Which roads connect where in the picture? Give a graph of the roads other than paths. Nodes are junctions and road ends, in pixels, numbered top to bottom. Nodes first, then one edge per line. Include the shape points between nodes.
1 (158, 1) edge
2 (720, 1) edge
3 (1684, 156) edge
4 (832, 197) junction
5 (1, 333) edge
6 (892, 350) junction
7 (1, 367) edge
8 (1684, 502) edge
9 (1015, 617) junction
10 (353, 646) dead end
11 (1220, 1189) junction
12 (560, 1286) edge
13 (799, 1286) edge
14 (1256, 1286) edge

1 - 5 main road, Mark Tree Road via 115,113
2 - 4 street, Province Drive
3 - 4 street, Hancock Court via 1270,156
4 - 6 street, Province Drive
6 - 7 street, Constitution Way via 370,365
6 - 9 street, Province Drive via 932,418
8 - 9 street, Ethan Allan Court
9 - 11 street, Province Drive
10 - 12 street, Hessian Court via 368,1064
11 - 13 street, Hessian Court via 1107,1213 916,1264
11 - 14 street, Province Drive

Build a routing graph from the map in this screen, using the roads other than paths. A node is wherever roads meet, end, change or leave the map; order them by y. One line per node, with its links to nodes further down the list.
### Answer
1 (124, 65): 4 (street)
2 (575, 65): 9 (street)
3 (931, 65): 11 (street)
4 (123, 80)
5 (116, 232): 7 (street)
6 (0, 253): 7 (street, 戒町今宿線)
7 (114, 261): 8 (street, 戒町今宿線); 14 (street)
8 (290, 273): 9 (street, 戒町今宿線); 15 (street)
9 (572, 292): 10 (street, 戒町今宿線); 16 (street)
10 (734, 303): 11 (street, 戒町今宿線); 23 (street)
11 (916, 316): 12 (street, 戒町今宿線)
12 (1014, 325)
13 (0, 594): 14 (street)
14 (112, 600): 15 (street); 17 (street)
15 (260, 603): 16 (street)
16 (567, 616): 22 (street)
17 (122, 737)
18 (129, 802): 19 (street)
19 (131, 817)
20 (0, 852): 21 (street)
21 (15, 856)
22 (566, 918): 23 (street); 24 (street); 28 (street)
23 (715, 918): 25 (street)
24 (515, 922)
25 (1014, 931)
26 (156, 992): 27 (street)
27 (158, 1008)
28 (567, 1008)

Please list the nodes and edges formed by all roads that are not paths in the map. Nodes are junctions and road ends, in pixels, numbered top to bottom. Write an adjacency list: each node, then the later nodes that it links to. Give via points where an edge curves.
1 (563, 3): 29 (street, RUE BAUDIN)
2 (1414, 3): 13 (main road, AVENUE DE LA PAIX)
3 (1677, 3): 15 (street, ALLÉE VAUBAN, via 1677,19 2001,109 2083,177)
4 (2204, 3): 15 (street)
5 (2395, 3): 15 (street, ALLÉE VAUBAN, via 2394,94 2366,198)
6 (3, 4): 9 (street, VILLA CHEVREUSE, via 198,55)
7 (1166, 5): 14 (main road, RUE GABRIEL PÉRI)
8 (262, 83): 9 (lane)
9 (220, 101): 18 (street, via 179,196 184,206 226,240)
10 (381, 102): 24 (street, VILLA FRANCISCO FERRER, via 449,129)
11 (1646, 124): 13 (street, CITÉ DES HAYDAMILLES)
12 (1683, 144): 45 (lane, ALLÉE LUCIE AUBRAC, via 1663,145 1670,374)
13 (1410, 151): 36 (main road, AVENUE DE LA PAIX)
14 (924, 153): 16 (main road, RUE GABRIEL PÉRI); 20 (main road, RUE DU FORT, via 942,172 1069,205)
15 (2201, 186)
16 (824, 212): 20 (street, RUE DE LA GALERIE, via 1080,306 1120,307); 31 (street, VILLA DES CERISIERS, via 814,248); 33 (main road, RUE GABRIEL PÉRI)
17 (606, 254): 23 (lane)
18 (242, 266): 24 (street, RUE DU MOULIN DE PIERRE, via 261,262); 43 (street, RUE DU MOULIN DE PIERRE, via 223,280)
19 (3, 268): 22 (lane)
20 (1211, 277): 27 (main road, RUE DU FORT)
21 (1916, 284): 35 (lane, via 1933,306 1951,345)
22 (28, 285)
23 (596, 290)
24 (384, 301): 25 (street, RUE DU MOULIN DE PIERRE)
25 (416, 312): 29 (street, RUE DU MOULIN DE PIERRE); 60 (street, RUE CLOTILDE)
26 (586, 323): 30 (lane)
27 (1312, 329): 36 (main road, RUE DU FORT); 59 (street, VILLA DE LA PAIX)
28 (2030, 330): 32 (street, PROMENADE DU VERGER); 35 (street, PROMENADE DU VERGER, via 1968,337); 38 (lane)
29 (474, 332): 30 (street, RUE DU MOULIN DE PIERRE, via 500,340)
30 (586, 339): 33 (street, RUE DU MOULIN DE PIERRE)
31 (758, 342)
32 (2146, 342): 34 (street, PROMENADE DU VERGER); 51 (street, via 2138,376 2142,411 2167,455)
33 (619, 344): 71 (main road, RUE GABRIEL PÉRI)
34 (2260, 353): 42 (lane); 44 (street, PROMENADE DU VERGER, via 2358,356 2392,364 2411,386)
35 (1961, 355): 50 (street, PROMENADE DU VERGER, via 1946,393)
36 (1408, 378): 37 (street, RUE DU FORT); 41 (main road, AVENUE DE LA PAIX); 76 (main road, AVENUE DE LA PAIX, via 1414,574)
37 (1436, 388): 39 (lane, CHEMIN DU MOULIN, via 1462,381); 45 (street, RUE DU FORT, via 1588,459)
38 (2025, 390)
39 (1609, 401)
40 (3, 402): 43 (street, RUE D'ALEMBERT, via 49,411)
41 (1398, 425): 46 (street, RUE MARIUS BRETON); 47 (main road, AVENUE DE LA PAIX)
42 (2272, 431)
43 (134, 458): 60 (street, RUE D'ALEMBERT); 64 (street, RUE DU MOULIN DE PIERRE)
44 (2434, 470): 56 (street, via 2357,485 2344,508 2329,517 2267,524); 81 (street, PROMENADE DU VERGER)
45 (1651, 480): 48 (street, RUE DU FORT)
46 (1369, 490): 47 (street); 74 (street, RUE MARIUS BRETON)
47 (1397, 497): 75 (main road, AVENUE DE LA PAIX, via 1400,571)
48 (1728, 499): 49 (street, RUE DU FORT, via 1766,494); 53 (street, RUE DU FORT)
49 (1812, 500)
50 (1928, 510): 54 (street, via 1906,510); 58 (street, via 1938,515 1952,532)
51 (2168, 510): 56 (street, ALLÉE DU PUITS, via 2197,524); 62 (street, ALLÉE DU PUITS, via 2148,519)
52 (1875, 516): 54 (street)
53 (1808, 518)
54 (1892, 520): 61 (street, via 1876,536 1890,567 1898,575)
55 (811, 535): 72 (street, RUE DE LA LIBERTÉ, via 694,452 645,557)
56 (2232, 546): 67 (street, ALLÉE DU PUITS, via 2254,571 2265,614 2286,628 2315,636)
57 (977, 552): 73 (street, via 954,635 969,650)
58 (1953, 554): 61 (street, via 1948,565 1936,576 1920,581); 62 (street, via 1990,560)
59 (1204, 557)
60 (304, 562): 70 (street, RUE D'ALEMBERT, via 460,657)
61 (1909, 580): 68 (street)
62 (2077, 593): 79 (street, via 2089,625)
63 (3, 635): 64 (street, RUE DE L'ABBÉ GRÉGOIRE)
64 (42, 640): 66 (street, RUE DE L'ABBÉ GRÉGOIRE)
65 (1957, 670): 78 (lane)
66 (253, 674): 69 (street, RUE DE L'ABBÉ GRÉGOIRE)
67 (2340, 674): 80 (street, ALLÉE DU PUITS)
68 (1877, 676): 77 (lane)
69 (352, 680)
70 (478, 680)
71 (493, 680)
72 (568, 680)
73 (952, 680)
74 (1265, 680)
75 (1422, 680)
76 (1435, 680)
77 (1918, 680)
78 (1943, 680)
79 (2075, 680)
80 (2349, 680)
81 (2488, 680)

━━━

Activity ▸
Could you restate every entry above word for word?

Written response ▸
Which roads connect where in the picture? Give a graph of the roads other than paths. Nodes are junctions and road ends, in pixels, numbered top to bottom. Nodes first, then one edge per line. Include the shape points between nodes.
1 (158, 1) edge
2 (720, 1) edge
3 (1684, 156) edge
4 (832, 197) junction
5 (1, 333) edge
6 (892, 350) junction
7 (1, 367) edge
8 (1684, 502) edge
9 (1015, 617) junction
10 (353, 646) dead end
11 (1220, 1189) junction
12 (560, 1286) edge
13 (799, 1286) edge
14 (1256, 1286) edge

1 - 5 main road, Mark Tree Road via 115,113
2 - 4 street, Province Drive
3 - 4 street, Hancock Court via 1270,156
4 - 6 street, Province Drive
6 - 7 street, Constitution Way via 370,365
6 - 9 street, Province Drive via 932,418
8 - 9 street, Ethan Allan Court
9 - 11 street, Province Drive
10 - 12 street, Hessian Court via 368,1064
11 - 13 street, Hessian Court via 1107,1213 916,1264
11 - 14 street, Province Drive

Build a routing graph from the map in this screen, using the roads other than paths. A node is wherever roads meet, end, change or leave the map; order them by y. One line per node, with its links to nodes further down the list.
### Answer
1 (124, 65): 4 (street)
2 (575, 65): 9 (street)
3 (931, 65): 11 (street)
4 (123, 80)
5 (116, 232): 7 (street)
6 (0, 253): 7 (street, 戒町今宿線)
7 (114, 261): 8 (street, 戒町今宿線); 14 (street)
8 (290, 273): 9 (street, 戒町今宿線); 15 (street)
9 (572, 292): 10 (street, 戒町今宿線); 16 (street)
10 (734, 303): 11 (street, 戒町今宿線); 23 (street)
11 (916, 316): 12 (street, 戒町今宿線)
12 (1014, 325)
13 (0, 594): 14 (street)
14 (112, 600): 15 (street); 17 (street)
15 (260, 603): 16 (street)
16 (567, 616): 22 (street)
17 (122, 737)
18 (129, 802): 19 (street)
19 (131, 817)
20 (0, 852): 21 (street)
21 (15, 856)
22 (566, 918): 23 (street); 24 (street); 28 (street)
23 (715, 918): 25 (street)
24 (515, 922)
25 (1014, 931)
26 (156, 992): 27 (street)
27 (158, 1008)
28 (567, 1008)

Please list the nodes and edges formed by all roads that are not paths in the map. Nodes are junctions and road ends, in pixels, numbered top to bottom. Write an adjacency list: each node, then the later nodes that it links to. Give via points where an edge curves.
1 (563, 3): 29 (street, RUE BAUDIN)
2 (1414, 3): 13 (main road, AVENUE DE LA PAIX)
3 (1677, 3): 15 (street, ALLÉE VAUBAN, via 1677,19 2001,109 2083,177)
4 (2204, 3): 15 (street)
5 (2395, 3): 15 (street, ALLÉE VAUBAN, via 2394,94 2366,198)
6 (3, 4): 9 (street, VILLA CHEVREUSE, via 198,55)
7 (1166, 5): 14 (main road, RUE GABRIEL PÉRI)
8 (262, 83): 9 (lane)
9 (220, 101): 18 (street, via 179,196 184,206 226,240)
10 (381, 102): 24 (street, VILLA FRANCISCO FERRER, via 449,129)
11 (1646, 124): 13 (street, CITÉ DES HAYDAMILLES)
12 (1683, 144): 45 (lane, ALLÉE LUCIE AUBRAC, via 1663,145 1670,374)
13 (1410, 151): 36 (main road, AVENUE DE LA PAIX)
14 (924, 153): 16 (main road, RUE GABRIEL PÉRI); 20 (main road, RUE DU FORT, via 942,172 1069,205)
15 (2201, 186)
16 (824, 212): 20 (street, RUE DE LA GALERIE, via 1080,306 1120,307); 31 (street, VILLA DES CERISIERS, via 814,248); 33 (main road, RUE GABRIEL PÉRI)
17 (606, 254): 23 (lane)
18 (242, 266): 24 (street, RUE DU MOULIN DE PIERRE, via 261,262); 43 (street, RUE DU MOULIN DE PIERRE, via 223,280)
19 (3, 268): 22 (lane)
20 (1211, 277): 27 (main road, RUE DU FORT)
21 (1916, 284): 35 (lane, via 1933,306 1951,345)
22 (28, 285)
23 (596, 290)
24 (384, 301): 25 (street, RUE DU MOULIN DE PIERRE)
25 (416, 312): 29 (street, RUE DU MOULIN DE PIERRE); 60 (street, RUE CLOTILDE)
26 (586, 323): 30 (lane)
27 (1312, 329): 36 (main road, RUE DU FORT); 59 (street, VILLA DE LA PAIX)
28 (2030, 330): 32 (street, PROMENADE DU VERGER); 35 (street, PROMENADE DU VERGER, via 1968,337); 38 (lane)
29 (474, 332): 30 (street, RUE DU MOULIN DE PIERRE, via 500,340)
30 (586, 339): 33 (street, RUE DU MOULIN DE PIERRE)
31 (758, 342)
32 (2146, 342): 34 (street, PROMENADE DU VERGER); 51 (street, via 2138,376 2142,411 2167,455)
33 (619, 344): 71 (main road, RUE GABRIEL PÉRI)
34 (2260, 353): 42 (lane); 44 (street, PROMENADE DU VERGER, via 2358,356 2392,364 2411,386)
35 (1961, 355): 50 (street, PROMENADE DU VERGER, via 1946,393)
36 (1408, 378): 37 (street, RUE DU FORT); 41 (main road, AVENUE DE LA PAIX); 76 (main road, AVENUE DE LA PAIX, via 1414,574)
37 (1436, 388): 39 (lane, CHEMIN DU MOULIN, via 1462,381); 45 (street, RUE DU FORT, via 1588,459)
38 (2025, 390)
39 (1609, 401)
40 (3, 402): 43 (street, RUE D'ALEMBERT, via 49,411)
41 (1398, 425): 46 (street, RUE MARIUS BRETON); 47 (main road, AVENUE DE LA PAIX)
42 (2272, 431)
43 (134, 458): 60 (street, RUE D'ALEMBERT); 64 (street, RUE DU MOULIN DE PIERRE)
44 (2434, 470): 56 (street, via 2357,485 2344,508 2329,517 2267,524); 81 (street, PROMENADE DU VERGER)
45 (1651, 480): 48 (street, RUE DU FORT)
46 (1369, 490): 47 (street); 74 (street, RUE MARIUS BRETON)
47 (1397, 497): 75 (main road, AVENUE DE LA PAIX, via 1400,571)
48 (1728, 499): 49 (street, RUE DU FORT, via 1766,494); 53 (street, RUE DU FORT)
49 (1812, 500)
50 (1928, 510): 54 (street, via 1906,510); 58 (street, via 1938,515 1952,532)
51 (2168, 510): 56 (street, ALLÉE DU PUITS, via 2197,524); 62 (street, ALLÉE DU PUITS, via 2148,519)
52 (1875, 516): 54 (street)
53 (1808, 518)
54 (1892, 520): 61 (street, via 1876,536 1890,567 1898,575)
55 (811, 535): 72 (street, RUE DE LA LIBERTÉ, via 694,452 645,557)
56 (2232, 546): 67 (street, ALLÉE DU PUITS, via 2254,571 2265,614 2286,628 2315,636)
57 (977, 552): 73 (street, via 954,635 969,650)
58 (1953, 554): 61 (street, via 1948,565 1936,576 1920,581); 62 (street, via 1990,560)
59 (1204, 557)
60 (304, 562): 70 (street, RUE D'ALEMBERT, via 460,657)
61 (1909, 580): 68 (street)
62 (2077, 593): 79 (street, via 2089,625)
63 (3, 635): 64 (street, RUE DE L'ABBÉ GRÉGOIRE)
64 (42, 640): 66 (street, RUE DE L'ABBÉ GRÉGOIRE)
65 (1957, 670): 78 (lane)
66 (253, 674): 69 (street, RUE DE L'ABBÉ GRÉGOIRE)
67 (2340, 674): 80 (street, ALLÉE DU PUITS)
68 (1877, 676): 77 (lane)
69 (352, 680)
70 (478, 680)
71 (493, 680)
72 (568, 680)
73 (952, 680)
74 (1265, 680)
75 (1422, 680)
76 (1435, 680)
77 (1918, 680)
78 (1943, 680)
79 (2075, 680)
80 (2349, 680)
81 (2488, 680)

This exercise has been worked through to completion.